• [What you need to do]:
Where a line in the material below has the string "each", please report it.

• [Supplied records]:
------------------------------------------------------------
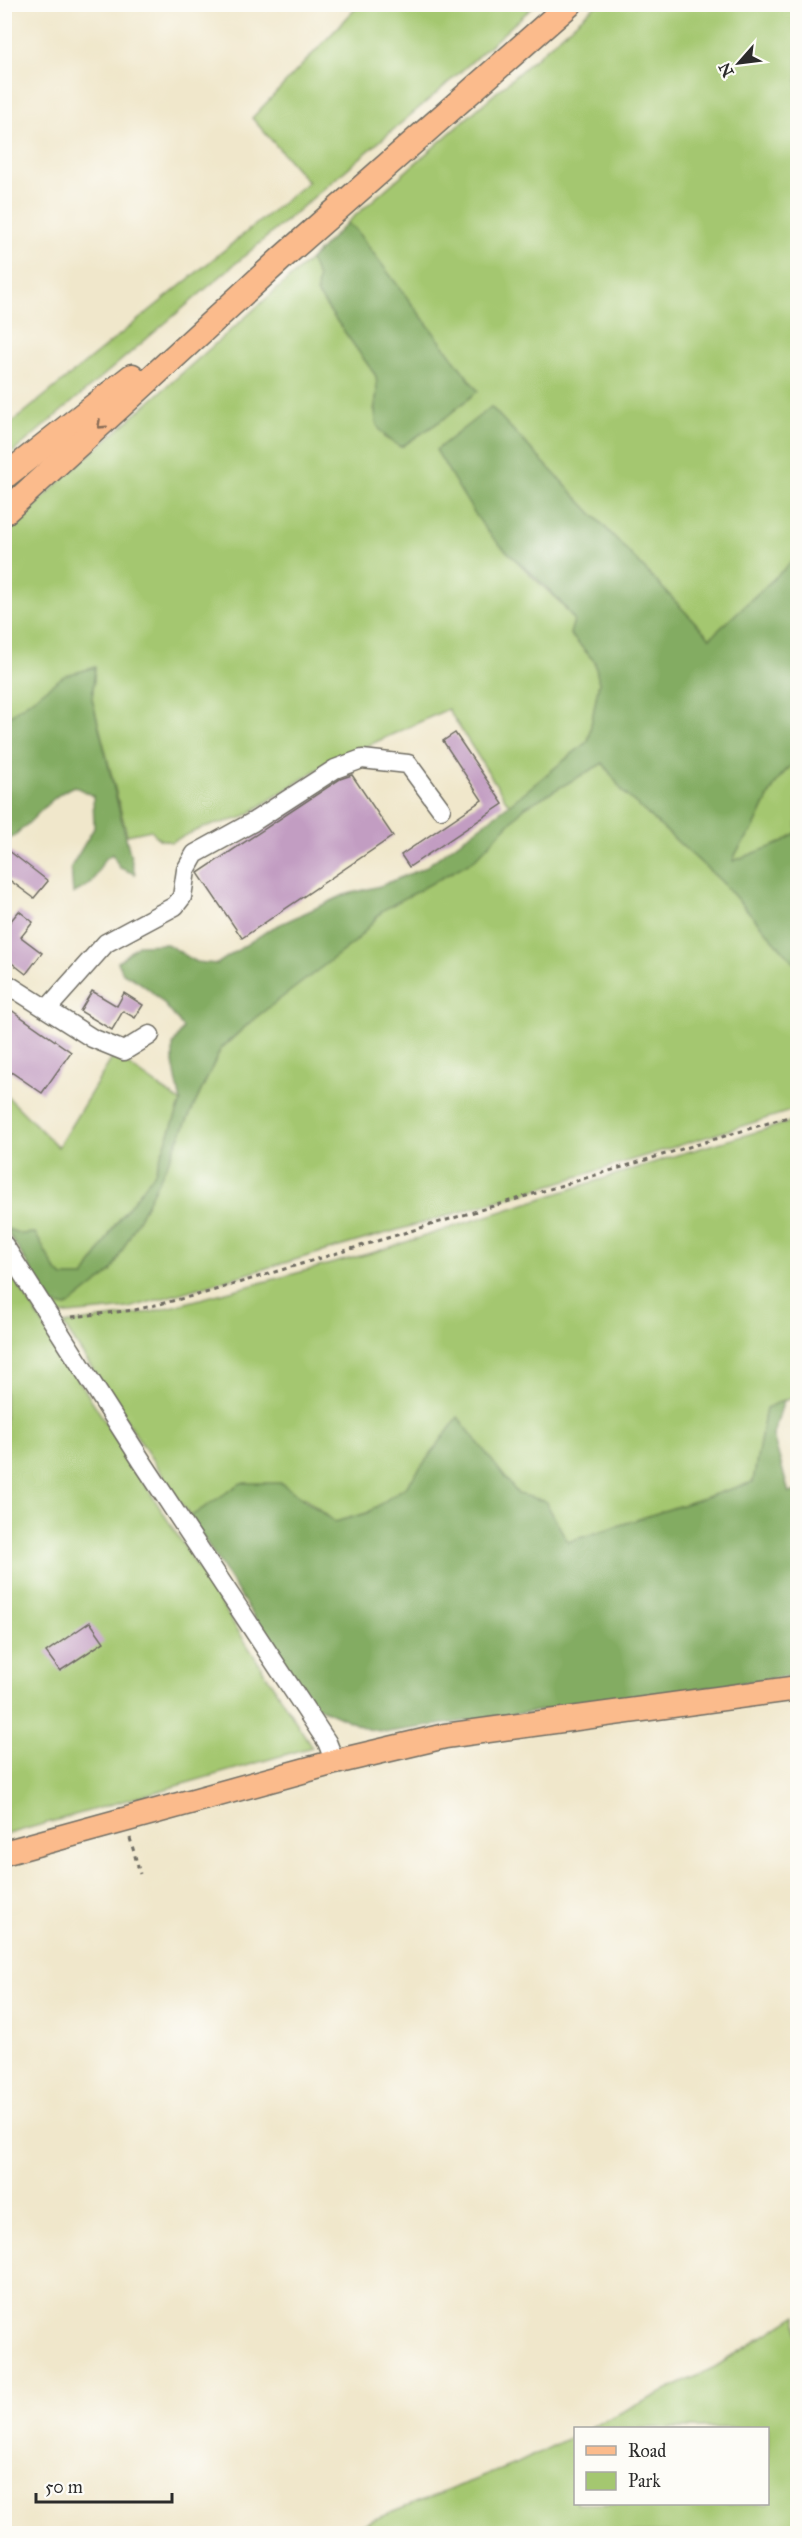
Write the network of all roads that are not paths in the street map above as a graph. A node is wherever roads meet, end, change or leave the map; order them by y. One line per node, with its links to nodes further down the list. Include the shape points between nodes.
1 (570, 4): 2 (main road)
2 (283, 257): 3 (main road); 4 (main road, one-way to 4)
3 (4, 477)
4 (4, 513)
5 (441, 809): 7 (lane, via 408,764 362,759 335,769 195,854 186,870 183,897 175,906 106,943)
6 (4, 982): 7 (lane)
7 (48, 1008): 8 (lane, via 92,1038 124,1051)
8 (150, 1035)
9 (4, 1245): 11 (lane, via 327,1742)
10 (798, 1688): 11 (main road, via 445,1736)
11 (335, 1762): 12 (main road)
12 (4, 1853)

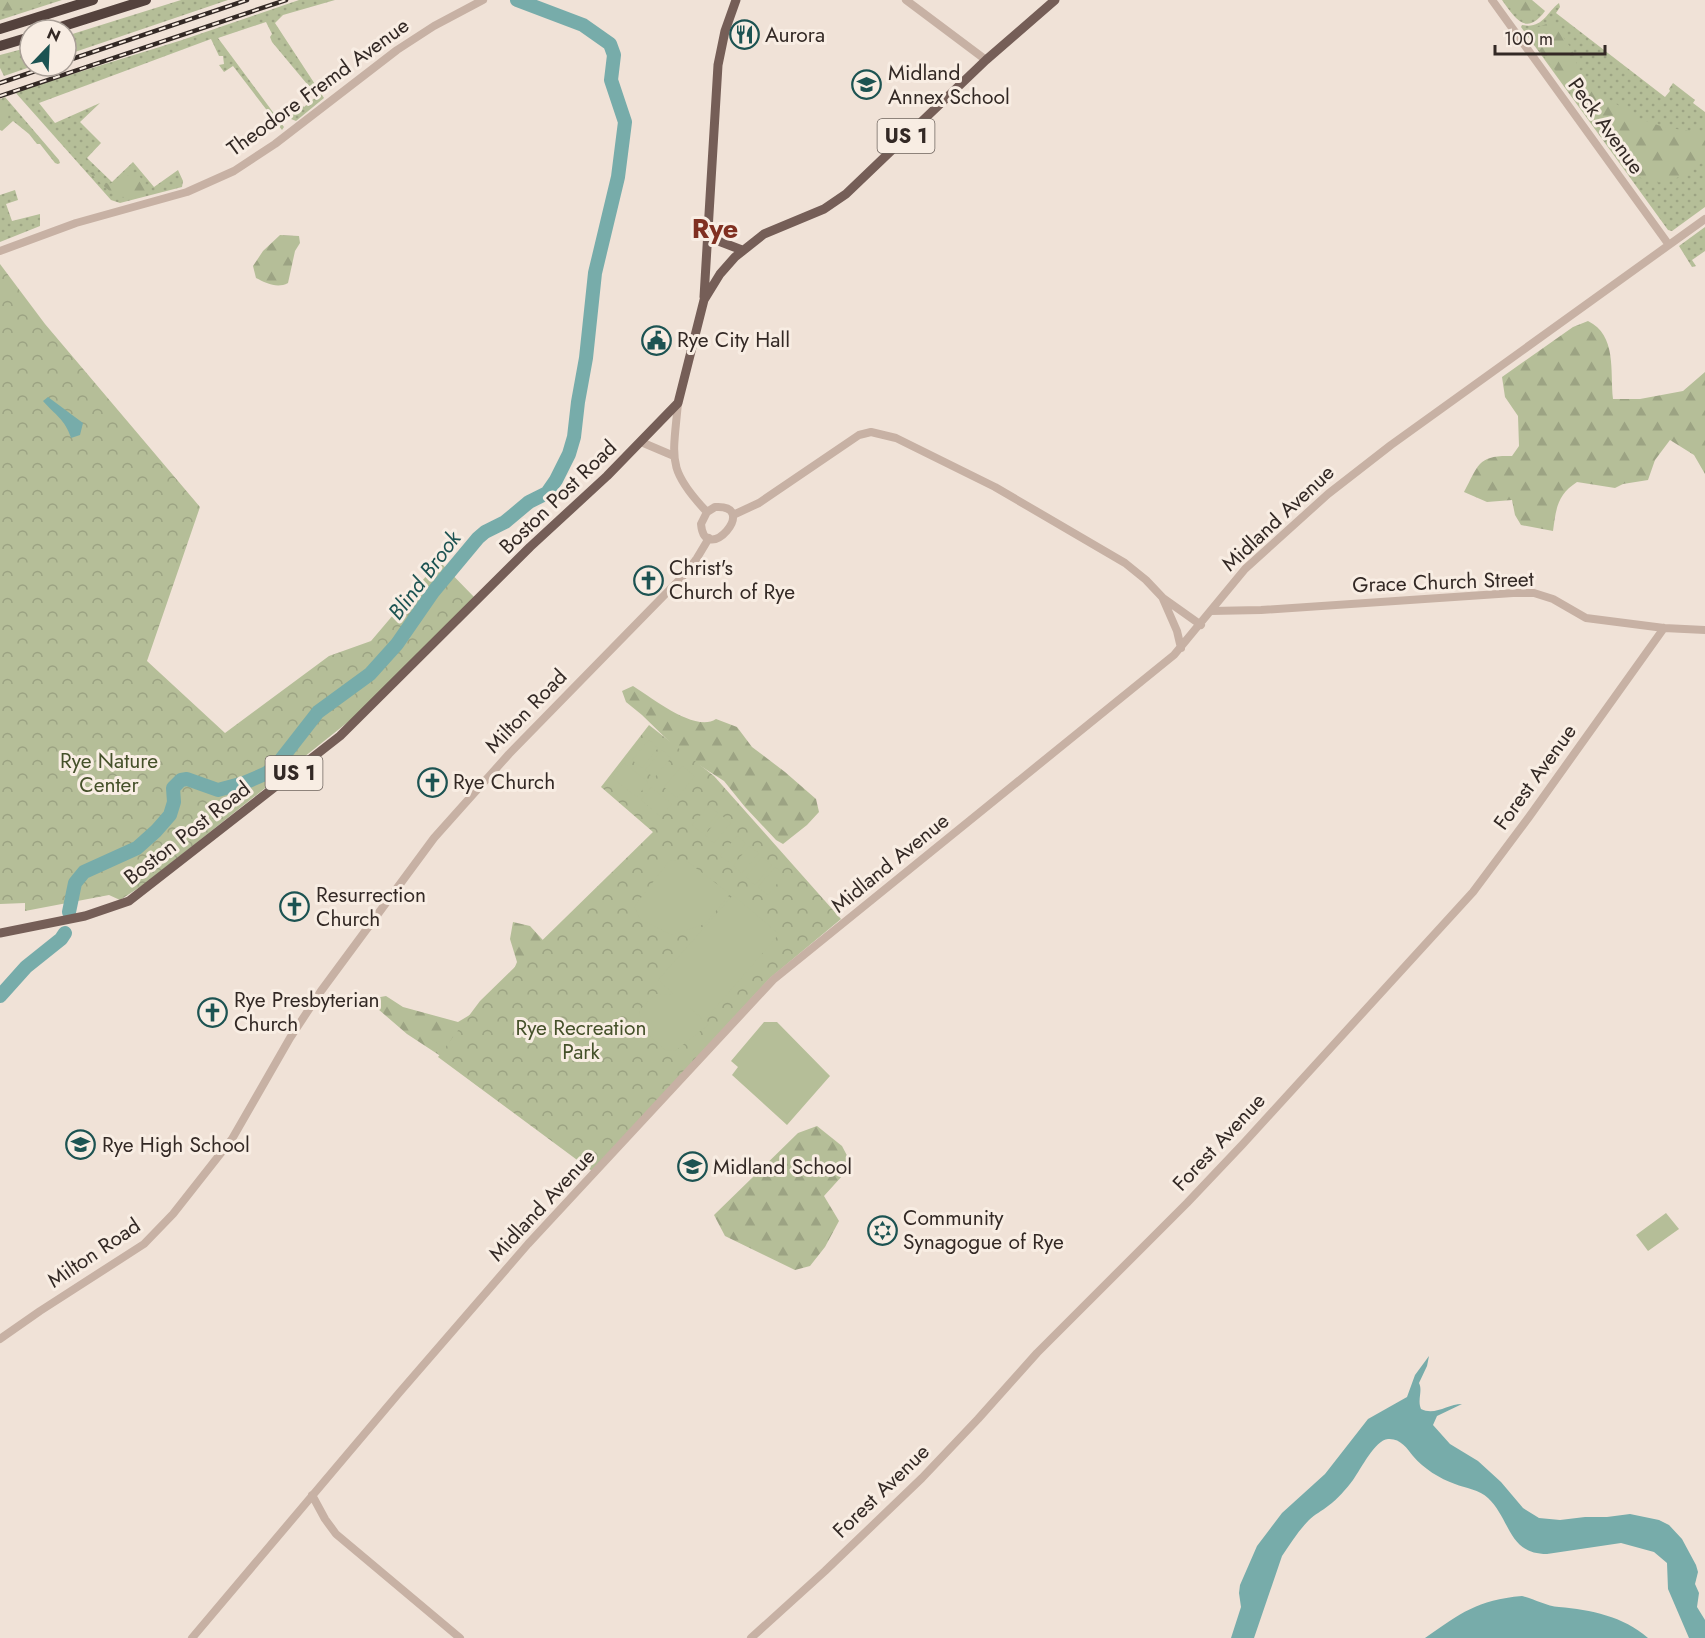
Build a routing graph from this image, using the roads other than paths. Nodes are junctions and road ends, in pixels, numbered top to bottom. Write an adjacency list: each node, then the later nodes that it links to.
------------------------------------------------------------
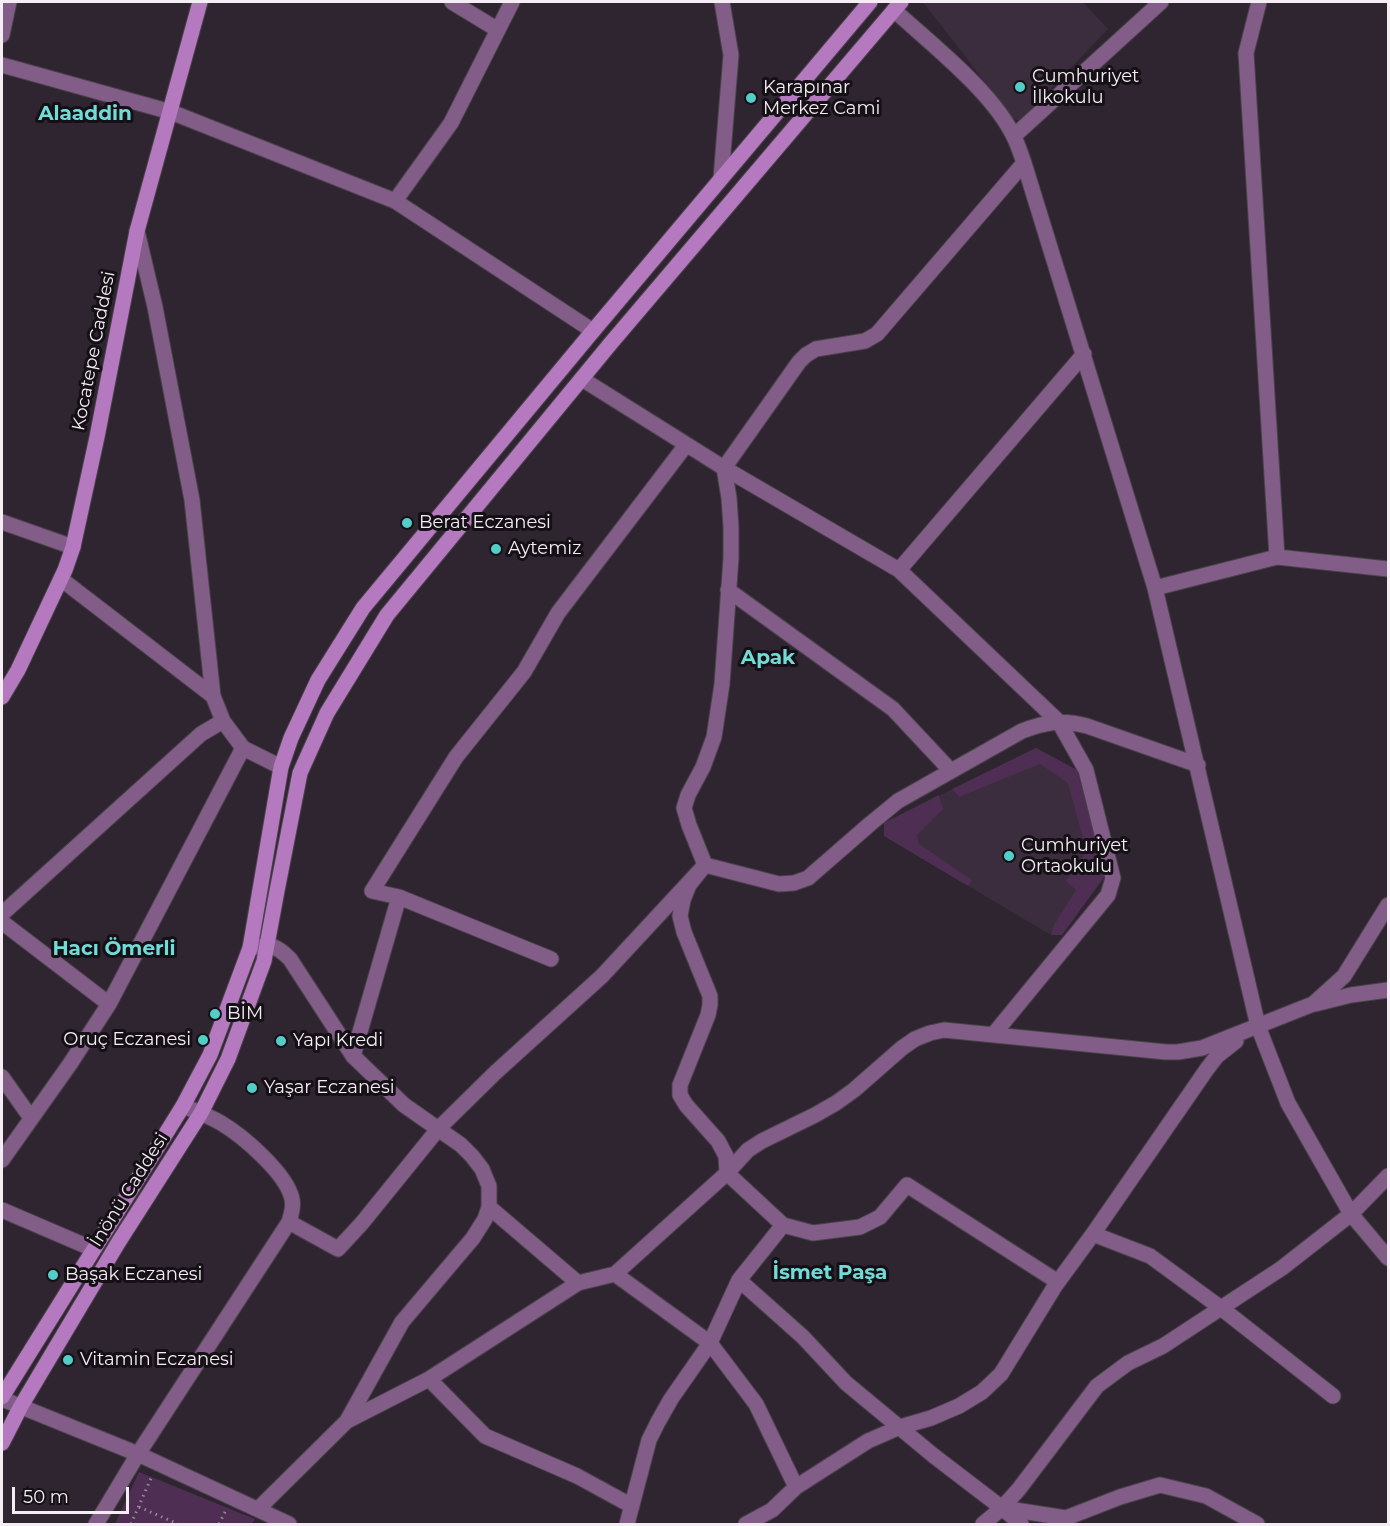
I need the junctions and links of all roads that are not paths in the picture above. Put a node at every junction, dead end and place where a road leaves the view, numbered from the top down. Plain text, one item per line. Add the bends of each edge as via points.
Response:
------------------------------------------------------------
• [Solution to this problem]:
Build a routing graph from this image, using the roads other than paths. Nodes are junctions and road ends, in pixels, numbered top to bottom. Write an adjacency list: each node, then the later nodes that it links to.
I need the junctions and links of all roads that are not paths in the picture above. Put a node at every junction, dead end and place where a road leaves the view, numbered from the top down. Plain text, one item per line. Add the bends of each edge as via points.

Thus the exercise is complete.